(Records)

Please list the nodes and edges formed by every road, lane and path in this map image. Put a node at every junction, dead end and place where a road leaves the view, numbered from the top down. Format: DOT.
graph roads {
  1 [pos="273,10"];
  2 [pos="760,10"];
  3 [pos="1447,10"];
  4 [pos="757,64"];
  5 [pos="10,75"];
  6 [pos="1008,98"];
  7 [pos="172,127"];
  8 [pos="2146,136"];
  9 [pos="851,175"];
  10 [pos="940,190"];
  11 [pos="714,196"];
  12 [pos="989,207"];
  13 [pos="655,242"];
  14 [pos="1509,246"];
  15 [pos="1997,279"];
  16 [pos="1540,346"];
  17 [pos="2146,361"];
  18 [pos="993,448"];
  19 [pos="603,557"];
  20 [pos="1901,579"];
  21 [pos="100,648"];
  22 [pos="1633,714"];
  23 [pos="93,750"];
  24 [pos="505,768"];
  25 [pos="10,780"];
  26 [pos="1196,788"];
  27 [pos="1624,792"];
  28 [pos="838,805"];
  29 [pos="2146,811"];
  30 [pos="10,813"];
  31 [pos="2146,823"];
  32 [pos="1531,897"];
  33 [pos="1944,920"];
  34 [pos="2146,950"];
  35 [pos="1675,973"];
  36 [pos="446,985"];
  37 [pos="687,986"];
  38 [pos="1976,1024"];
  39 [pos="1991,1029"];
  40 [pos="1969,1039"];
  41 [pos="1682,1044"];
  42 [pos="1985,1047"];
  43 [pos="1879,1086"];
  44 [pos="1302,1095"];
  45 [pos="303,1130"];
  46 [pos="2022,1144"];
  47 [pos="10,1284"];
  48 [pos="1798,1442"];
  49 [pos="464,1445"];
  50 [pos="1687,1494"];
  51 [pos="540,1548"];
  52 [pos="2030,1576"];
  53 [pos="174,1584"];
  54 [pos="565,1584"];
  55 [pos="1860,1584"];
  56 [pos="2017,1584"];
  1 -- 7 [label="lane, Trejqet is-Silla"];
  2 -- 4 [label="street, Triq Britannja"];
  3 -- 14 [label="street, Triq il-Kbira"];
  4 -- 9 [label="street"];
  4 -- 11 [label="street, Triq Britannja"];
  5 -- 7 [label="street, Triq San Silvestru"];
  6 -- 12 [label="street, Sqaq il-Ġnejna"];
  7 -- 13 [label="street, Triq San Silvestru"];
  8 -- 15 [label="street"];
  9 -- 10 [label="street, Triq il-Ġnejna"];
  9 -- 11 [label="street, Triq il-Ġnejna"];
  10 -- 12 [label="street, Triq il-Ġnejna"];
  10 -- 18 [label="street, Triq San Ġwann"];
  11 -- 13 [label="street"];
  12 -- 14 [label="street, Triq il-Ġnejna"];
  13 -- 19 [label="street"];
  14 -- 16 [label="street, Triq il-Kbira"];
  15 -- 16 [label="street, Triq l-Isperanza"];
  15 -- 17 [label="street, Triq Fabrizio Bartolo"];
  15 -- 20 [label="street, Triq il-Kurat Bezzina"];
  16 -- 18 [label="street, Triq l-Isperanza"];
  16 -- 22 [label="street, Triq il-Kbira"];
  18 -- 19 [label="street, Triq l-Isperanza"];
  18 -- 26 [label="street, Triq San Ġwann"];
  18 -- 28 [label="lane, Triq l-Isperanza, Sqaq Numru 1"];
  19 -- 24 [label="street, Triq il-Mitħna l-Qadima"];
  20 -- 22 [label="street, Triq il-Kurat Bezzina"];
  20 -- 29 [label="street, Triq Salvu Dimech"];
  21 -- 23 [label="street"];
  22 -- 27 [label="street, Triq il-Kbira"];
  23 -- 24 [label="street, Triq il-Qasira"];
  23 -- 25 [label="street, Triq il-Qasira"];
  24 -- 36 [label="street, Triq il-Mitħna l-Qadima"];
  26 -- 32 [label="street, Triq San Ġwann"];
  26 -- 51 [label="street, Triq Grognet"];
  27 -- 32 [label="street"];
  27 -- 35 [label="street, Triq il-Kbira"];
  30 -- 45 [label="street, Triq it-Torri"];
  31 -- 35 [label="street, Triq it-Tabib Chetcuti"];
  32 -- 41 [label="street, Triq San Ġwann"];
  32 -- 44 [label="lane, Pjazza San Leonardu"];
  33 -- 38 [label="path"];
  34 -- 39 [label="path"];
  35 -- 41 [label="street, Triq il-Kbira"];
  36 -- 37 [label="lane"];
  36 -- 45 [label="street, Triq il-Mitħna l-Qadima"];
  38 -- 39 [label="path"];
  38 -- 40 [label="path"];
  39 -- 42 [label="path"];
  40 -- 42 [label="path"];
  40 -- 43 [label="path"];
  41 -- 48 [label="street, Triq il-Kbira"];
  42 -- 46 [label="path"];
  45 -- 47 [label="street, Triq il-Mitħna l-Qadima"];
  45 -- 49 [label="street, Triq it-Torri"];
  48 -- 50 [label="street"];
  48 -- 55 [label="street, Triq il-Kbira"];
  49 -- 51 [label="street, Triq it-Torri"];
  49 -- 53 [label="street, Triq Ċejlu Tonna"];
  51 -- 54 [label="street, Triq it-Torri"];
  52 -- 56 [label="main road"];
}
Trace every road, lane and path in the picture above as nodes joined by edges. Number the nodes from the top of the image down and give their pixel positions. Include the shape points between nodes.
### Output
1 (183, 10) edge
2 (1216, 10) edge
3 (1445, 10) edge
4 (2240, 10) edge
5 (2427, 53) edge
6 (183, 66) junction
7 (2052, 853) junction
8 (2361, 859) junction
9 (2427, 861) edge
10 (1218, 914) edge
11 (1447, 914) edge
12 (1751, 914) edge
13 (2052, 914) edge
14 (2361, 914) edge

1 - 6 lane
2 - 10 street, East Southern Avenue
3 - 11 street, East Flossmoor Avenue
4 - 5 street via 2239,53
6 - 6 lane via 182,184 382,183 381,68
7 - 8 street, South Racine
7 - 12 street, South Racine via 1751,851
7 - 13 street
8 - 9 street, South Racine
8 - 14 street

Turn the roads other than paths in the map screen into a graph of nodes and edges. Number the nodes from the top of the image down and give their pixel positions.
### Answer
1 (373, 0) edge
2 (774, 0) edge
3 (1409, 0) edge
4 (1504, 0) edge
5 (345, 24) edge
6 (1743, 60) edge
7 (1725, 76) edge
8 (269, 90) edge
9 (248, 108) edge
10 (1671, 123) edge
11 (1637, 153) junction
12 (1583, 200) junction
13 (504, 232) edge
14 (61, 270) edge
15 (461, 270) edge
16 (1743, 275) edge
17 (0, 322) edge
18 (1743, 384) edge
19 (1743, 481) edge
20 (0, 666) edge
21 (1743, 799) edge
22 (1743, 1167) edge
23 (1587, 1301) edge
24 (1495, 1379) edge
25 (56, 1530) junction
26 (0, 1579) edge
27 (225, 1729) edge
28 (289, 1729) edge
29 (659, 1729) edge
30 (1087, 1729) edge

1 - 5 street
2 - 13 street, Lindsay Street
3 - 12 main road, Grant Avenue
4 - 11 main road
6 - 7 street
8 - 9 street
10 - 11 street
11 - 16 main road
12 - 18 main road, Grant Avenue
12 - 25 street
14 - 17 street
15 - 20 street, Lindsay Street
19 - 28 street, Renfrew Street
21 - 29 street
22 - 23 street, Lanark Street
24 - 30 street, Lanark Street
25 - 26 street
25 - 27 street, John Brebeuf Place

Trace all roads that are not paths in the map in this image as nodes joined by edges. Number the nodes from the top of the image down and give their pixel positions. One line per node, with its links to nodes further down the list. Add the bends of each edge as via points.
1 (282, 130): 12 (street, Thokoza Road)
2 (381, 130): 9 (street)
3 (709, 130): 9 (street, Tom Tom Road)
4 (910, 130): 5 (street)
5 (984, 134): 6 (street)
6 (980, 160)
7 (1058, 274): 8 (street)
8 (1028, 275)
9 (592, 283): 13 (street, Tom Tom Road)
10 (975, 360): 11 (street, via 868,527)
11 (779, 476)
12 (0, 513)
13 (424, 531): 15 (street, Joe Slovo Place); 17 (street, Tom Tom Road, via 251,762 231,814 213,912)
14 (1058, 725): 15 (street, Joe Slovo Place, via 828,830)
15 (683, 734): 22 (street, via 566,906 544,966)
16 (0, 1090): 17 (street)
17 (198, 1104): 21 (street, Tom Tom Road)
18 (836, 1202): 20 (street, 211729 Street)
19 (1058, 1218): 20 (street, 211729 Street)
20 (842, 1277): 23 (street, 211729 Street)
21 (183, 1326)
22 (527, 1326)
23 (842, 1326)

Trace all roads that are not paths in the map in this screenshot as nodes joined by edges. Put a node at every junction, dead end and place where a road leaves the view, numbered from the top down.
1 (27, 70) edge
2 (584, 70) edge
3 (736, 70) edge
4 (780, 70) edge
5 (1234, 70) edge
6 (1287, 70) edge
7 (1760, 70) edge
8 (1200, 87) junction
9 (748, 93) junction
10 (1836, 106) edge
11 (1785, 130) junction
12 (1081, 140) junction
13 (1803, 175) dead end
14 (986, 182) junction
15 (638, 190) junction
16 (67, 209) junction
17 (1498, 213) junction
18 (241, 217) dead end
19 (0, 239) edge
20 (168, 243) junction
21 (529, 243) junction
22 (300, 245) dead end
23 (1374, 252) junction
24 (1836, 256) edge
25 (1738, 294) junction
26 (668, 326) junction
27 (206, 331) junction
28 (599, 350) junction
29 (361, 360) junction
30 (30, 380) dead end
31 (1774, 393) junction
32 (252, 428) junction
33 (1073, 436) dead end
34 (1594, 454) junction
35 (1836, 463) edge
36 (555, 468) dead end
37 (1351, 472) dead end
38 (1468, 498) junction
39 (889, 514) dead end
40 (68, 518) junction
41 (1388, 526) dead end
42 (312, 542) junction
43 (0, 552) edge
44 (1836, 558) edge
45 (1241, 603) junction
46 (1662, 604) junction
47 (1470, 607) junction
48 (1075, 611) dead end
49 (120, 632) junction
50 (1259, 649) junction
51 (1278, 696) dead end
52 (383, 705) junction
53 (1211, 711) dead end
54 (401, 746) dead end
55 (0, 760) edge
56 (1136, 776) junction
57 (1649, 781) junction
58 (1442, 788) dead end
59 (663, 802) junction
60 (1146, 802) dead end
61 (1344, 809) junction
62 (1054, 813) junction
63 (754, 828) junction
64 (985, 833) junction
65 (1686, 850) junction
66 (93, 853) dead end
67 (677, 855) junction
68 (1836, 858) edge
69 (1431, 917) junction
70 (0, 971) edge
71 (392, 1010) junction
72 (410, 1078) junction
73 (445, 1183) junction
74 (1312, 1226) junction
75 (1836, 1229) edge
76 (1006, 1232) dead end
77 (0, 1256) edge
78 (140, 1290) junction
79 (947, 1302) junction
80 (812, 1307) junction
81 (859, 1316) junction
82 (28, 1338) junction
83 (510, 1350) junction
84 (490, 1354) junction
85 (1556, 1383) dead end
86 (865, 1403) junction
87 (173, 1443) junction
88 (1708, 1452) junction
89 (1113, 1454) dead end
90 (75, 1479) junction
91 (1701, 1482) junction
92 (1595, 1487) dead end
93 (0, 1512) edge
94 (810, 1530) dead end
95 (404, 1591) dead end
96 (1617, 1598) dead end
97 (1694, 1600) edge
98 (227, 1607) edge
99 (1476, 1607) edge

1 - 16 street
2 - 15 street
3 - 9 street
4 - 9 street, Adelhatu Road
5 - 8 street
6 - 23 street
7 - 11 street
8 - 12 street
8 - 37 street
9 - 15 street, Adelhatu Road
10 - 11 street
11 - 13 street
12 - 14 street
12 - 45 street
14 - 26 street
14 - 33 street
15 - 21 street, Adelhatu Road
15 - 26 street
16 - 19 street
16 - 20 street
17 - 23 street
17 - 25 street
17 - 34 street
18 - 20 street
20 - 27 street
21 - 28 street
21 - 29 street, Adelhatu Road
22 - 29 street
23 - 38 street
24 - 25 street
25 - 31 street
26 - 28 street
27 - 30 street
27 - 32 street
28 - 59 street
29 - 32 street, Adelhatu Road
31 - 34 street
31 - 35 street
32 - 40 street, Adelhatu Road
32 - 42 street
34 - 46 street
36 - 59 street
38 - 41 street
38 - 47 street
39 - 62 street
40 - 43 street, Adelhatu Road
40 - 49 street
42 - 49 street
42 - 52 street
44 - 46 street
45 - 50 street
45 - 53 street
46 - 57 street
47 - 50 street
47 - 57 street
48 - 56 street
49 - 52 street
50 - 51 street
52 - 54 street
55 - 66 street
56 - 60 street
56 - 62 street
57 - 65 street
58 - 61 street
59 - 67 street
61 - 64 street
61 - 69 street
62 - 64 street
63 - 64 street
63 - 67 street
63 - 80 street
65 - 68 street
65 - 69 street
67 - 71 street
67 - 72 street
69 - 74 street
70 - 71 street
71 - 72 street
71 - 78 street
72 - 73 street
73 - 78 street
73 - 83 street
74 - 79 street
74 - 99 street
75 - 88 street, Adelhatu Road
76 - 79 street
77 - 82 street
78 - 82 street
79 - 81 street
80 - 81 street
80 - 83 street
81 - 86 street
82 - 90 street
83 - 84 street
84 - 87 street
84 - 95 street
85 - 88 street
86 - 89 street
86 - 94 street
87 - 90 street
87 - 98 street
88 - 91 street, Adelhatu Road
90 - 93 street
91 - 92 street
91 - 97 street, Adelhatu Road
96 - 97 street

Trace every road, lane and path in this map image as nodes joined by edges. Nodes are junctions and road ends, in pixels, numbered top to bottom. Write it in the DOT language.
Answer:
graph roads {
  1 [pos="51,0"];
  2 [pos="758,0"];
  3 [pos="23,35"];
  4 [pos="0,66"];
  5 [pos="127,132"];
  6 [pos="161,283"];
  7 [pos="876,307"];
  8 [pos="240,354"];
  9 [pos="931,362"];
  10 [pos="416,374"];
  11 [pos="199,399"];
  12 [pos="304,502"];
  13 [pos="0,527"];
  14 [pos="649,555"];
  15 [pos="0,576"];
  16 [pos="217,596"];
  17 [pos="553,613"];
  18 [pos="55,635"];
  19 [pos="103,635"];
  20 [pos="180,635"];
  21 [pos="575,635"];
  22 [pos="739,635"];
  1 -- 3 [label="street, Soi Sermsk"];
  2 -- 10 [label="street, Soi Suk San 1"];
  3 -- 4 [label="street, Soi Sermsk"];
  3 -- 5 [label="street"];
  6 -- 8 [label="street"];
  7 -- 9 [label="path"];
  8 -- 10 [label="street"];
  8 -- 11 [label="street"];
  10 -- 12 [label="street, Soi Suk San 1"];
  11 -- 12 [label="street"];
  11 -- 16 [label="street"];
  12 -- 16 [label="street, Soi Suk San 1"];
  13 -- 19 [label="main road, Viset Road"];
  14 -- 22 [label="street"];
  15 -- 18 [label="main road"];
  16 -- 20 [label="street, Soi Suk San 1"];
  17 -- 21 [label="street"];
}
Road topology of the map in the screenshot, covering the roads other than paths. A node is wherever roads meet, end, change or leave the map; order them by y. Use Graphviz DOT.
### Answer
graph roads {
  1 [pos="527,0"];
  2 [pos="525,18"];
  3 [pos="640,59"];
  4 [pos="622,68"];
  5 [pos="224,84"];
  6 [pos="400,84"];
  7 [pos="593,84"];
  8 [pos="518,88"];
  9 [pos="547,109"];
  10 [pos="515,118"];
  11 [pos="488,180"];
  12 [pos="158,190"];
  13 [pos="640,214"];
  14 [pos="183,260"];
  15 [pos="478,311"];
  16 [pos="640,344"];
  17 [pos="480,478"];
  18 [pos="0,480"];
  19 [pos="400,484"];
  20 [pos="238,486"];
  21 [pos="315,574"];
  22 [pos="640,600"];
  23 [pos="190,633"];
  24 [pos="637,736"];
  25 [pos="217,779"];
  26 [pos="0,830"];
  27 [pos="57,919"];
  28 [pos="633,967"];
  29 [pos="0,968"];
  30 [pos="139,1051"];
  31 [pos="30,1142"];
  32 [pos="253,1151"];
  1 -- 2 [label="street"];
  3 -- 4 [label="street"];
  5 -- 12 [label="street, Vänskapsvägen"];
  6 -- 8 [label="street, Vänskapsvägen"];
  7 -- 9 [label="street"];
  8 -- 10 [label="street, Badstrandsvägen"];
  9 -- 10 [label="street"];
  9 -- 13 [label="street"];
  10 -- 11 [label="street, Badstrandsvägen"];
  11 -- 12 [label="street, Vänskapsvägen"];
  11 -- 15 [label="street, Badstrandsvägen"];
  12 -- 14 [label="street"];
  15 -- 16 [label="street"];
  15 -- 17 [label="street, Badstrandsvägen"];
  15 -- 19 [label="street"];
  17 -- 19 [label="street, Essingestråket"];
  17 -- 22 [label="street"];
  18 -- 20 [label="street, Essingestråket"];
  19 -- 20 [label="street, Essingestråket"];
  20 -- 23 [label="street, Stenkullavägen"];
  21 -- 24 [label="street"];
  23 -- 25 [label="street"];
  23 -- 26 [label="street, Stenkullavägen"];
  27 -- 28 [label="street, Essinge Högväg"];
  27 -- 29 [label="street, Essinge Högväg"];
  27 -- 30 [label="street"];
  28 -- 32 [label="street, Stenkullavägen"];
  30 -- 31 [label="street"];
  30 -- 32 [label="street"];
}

(End Records)

## What is being asked
Check each line of the data for "give". Copy the lines where it turns up.

## Result below
Trace every road, lane and path in the picture above as nodes joined by edges. Number the nodes from the top of the image down and give their pixel positions. Include the shape points between nodes.
Turn the roads other than paths in the map screen into a graph of nodes and edges. Number the nodes from the top of the image down and give their pixel positions.
Trace all roads that are not paths in the map in this image as nodes joined by edges. Number the nodes from the top of the image down and give their pixel positions. One line per node, with its links to nodes further down the list. Add the bends of each edge as via points.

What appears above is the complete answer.